Problem statement: Only the lines of the data holding the string "Ломоносова" need to be returned.
::::::::
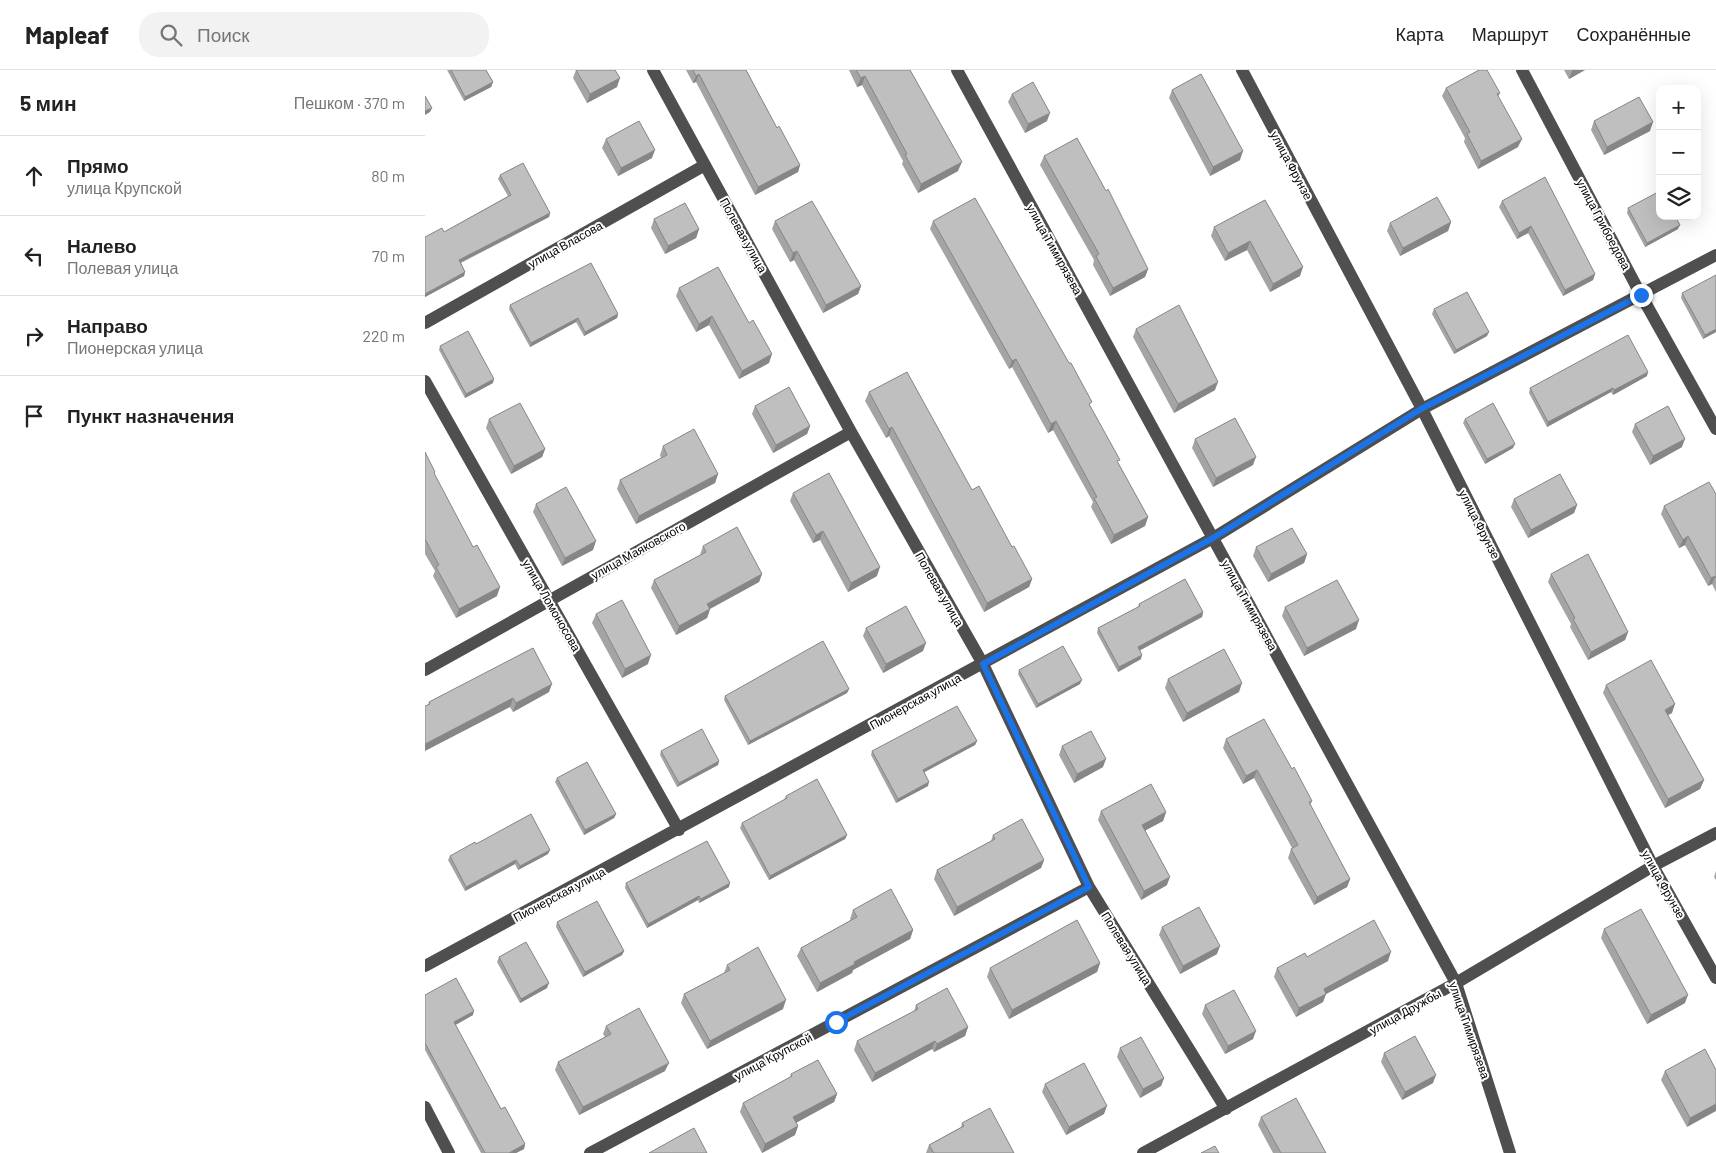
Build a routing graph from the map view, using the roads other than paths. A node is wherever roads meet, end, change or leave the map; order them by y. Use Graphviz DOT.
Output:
graph roads {
  1 [pos="653,70"];
  2 [pos="957,70"];
  3 [pos="1242,70"];
  4 [pos="1522,70"];
  5 [pos="705,165"];
  6 [pos="1716,255"];
  7 [pos="1641,295"];
  8 [pos="425,323"];
  9 [pos="425,381"];
  10 [pos="1421,409"];
  11 [pos="1716,429"];
  12 [pos="851,432"];
  13 [pos="1213,538"];
  14 [pos="549,600"];
  15 [pos="983,664"];
  16 [pos="425,670"];
  17 [pos="679,830"];
  18 [pos="1716,833"];
  19 [pos="1653,866"];
  20 [pos="1089,887"];
  21 [pos="425,966"];
  22 [pos="1716,978"];
  23 [pos="1456,983"];
  24 [pos="425,1107"];
  25 [pos="1226,1109"];
  26 [pos="449,1153"];
  27 [pos="590,1153"];
  28 [pos="1143,1153"];
  29 [pos="1510,1153"];
  1 -- 5 [label="street, Полевая улица"];
  2 -- 13 [label="street, улица Тимирязева"];
  3 -- 10 [label="street, улица Фрунзе"];
  4 -- 7 [label="street, улица Грибоедова"];
  5 -- 8 [label="street, улица Власова"];
  5 -- 12 [label="street, Полевая улица"];
  6 -- 7 [label="street, Пионерская улица"];
  7 -- 10 [label="street, Пионерская улица"];
  7 -- 11 [label="street, улица Грибоедова"];
  9 -- 14 [label="street, улица Ломоносова"];
  10 -- 13 [label="street, Пионерская улица"];
  10 -- 19 [label="street, улица Фрунзе"];
  12 -- 14 [label="street, улица Маяковского"];
  12 -- 15 [label="street, Полевая улица"];
  13 -- 15 [label="street, Пионерская улица"];
  13 -- 23 [label="street, улица Тимирязева"];
  14 -- 16 [label="street, улица Маяковского"];
  14 -- 17 [label="street, улица Ломоносова"];
  15 -- 17 [label="street, Пионерская улица"];
  15 -- 20 [label="street, Полевая улица"];
  17 -- 21 [label="street, Пионерская улица"];
  18 -- 19 [label="street, улица Дружбы"];
  19 -- 22 [label="street, улица Фрунзе"];
  19 -- 23 [label="street, улица Дружбы"];
  20 -- 25 [label="street, Полевая улица"];
  20 -- 27 [label="street, улица Крупской"];
  23 -- 25 [label="street, улица Дружбы"];
  23 -- 29 [label="street, улица Тимирязева"];
  24 -- 26 [label="street"];
  25 -- 28 [label="street, улица Дружбы"];
}
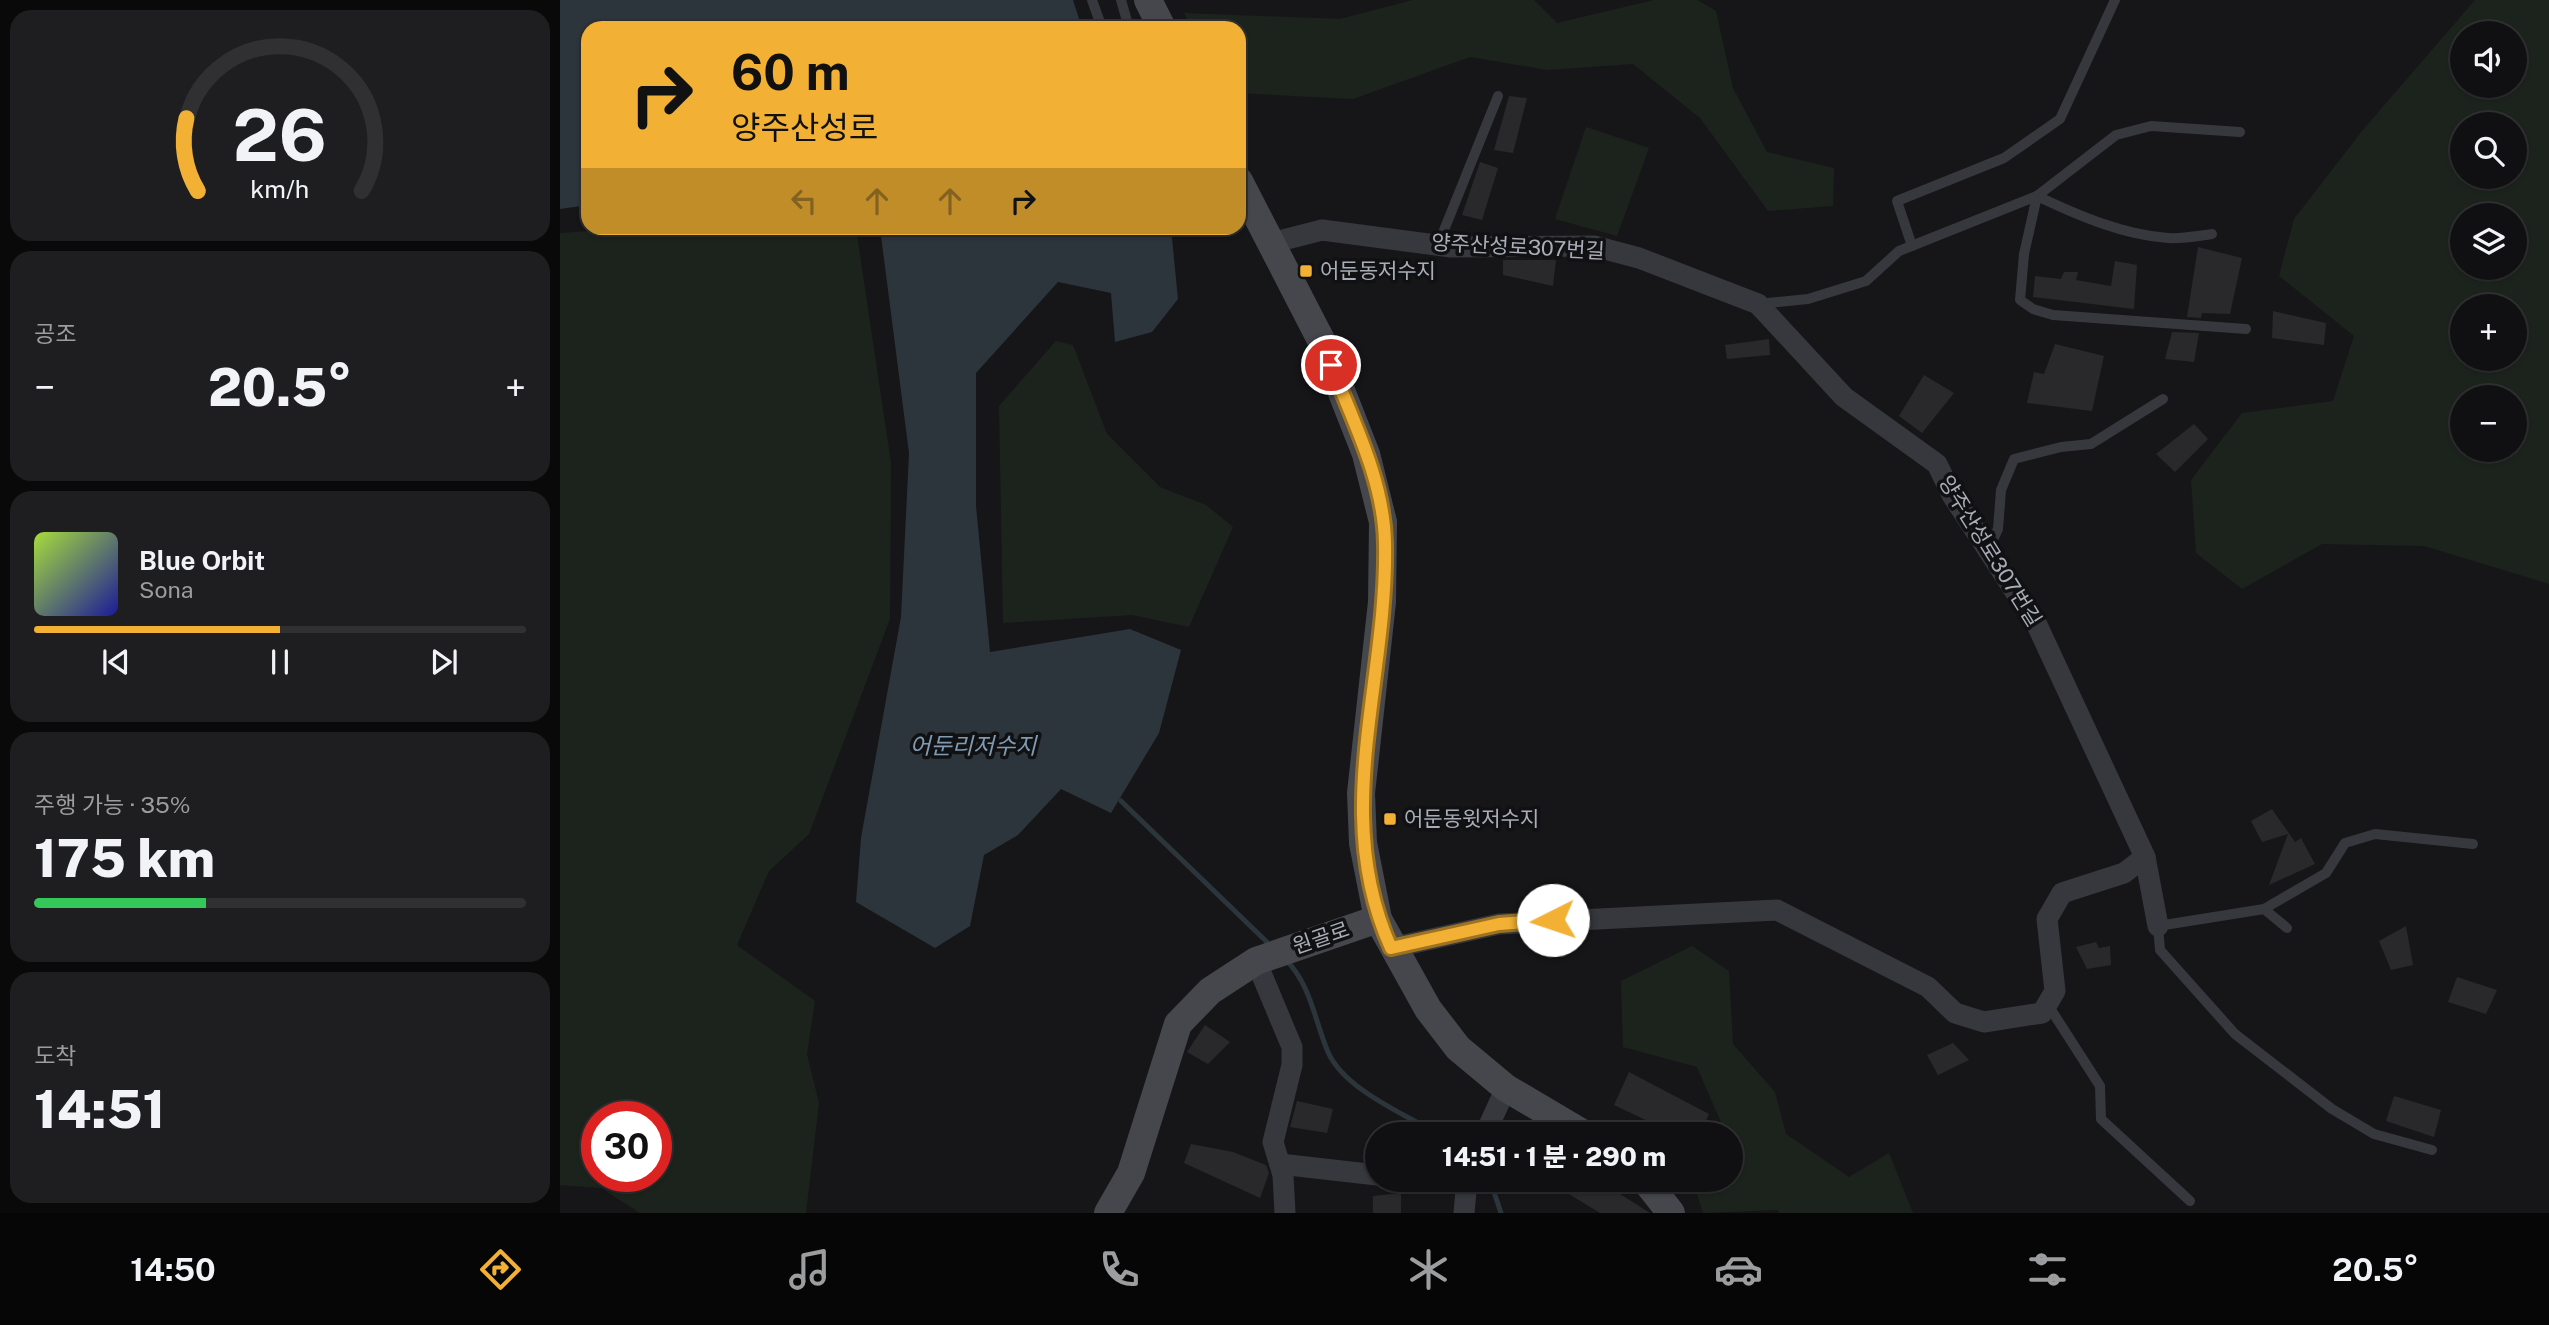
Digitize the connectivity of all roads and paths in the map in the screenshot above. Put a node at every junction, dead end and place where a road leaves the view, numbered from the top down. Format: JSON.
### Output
{"nodes":[{"id":1,"x":1092,"y":0,"type":"edge"},
{"id":2,"x":1121,"y":0,"type":"edge"},
{"id":3,"x":1148,"y":0,"type":"edge"},
{"id":4,"x":2115,"y":0,"type":"edge"},
{"id":5,"x":1100,"y":21,"type":"edge"},
{"id":6,"x":1127,"y":21,"type":"edge"},
{"id":7,"x":1158,"y":21,"type":"edge"},
{"id":8,"x":1498,"y":96,"type":"dead end"},
{"id":9,"x":2240,"y":132,"type":"dead end"},
{"id":10,"x":1246,"y":196,"type":"edge"},
{"id":11,"x":2037,"y":196,"type":"junction"},
{"id":12,"x":2212,"y":234,"type":"dead end"},
{"id":13,"x":1271,"y":243,"type":"junction"},
{"id":14,"x":1438,"y":245,"type":"junction"},
{"id":15,"x":1912,"y":246,"type":"junction"},
{"id":16,"x":1758,"y":304,"type":"junction"},
{"id":17,"x":2246,"y":329,"type":"dead end"},
{"id":18,"x":2163,"y":398,"type":"dead end"},
{"id":19,"x":1989,"y":548,"type":"junction"},
{"id":20,"x":1362,"y":813,"type":"junction"},
{"id":21,"x":2473,"y":844,"type":"dead end"},
{"id":22,"x":2146,"y":858,"type":"junction"},
{"id":23,"x":2264,"y":909,"type":"junction"},
{"id":24,"x":1378,"y":919,"type":"junction"},
{"id":25,"x":2158,"y":926,"type":"junction"},
{"id":26,"x":2287,"y":928,"type":"dead end"},
{"id":27,"x":1337,"y":932,"type":"junction"},
{"id":28,"x":1391,"y":948,"type":"junction"},
{"id":29,"x":1260,"y":959,"type":"junction"},
{"id":30,"x":2048,"y":1005,"type":"junction"},
{"id":31,"x":1428,"y":1009,"type":"junction"},
{"id":32,"x":1506,"y":1088,"type":"junction"},
{"id":33,"x":1490,"y":1122,"type":"edge"},
{"id":34,"x":1564,"y":1122,"type":"edge"},
{"id":35,"x":2432,"y":1150,"type":"dead end"},
{"id":36,"x":1280,"y":1164,"type":"junction"},
{"id":37,"x":1365,"y":1174,"type":"edge"},
{"id":38,"x":1466,"y":1192,"type":"edge"},
{"id":39,"x":1654,"y":1192,"type":"edge"},
{"id":40,"x":2190,"y":1201,"type":"dead end"},
{"id":41,"x":1108,"y":1213,"type":"edge"},
{"id":42,"x":1285,"y":1213,"type":"edge"},
{"id":43,"x":1464,"y":1213,"type":"edge"},
{"id":44,"x":1671,"y":1213,"type":"edge"}],
"edges":[{"from":1,"to":5,"type":"lane"},
{"from":2,"to":6,"type":"lane"},
{"from":3,"to":7,"type":"street"},
{"from":4,"to":15,"type":"lane"},
{"from":8,"to":14,"type":"lane"},
{"from":9,"to":11,"type":"lane","name":"양주산성로307번길"},
{"from":10,"to":13,"type":"street"},
{"from":11,"to":12,"type":"lane"},
{"from":11,"to":15,"type":"lane","name":"양주산성로307번길"},
{"from":11,"to":17,"type":"lane"},
{"from":13,"to":14,"type":"street","name":"양주산성로307번길"},
{"from":13,"to":20,"type":"street"},
{"from":14,"to":16,"type":"street","name":"양주산성로307번길"},
{"from":15,"to":16,"type":"lane","name":"양주산성로307번길"},
{"from":16,"to":19,"type":"street","name":"양주산성로307번길"},
{"from":18,"to":19,"type":"lane"},
{"from":19,"to":22,"type":"street","name":"양주산성로307번길"},
{"from":20,"to":24,"type":"street"},
{"from":20,"to":27,"type":"street"},
{"from":21,"to":23,"type":"lane"},
{"from":22,"to":25,"type":"street","name":"양주산성로307번길"},
{"from":22,"to":30,"type":"street"},
{"from":23,"to":25,"type":"lane"},
{"from":23,"to":26,"type":"lane"},
{"from":24,"to":27,"type":"street","name":"원골로"},
{"from":24,"to":28,"type":"street"},
{"from":25,"to":35,"type":"lane"},
{"from":27,"to":29,"type":"street","name":"원골로"},
{"from":27,"to":31,"type":"street"},
{"from":28,"to":30,"type":"street"},
{"from":28,"to":31,"type":"street"},
{"from":29,"to":36,"type":"street"},
{"from":29,"to":41,"type":"street","name":"원골로"},
{"from":30,"to":40,"type":"lane"},
{"from":31,"to":32,"type":"street"},
{"from":32,"to":33,"type":"street"},
{"from":32,"to":34,"type":"street"},
{"from":36,"to":37,"type":"street"},
{"from":36,"to":42,"type":"street"},
{"from":38,"to":43,"type":"street"},
{"from":39,"to":44,"type":"street"}]}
::::::::
Response to this task:
  9 -- 14 [label="street, улица Ломоносова"];
  14 -- 17 [label="street, улица Ломоносова"];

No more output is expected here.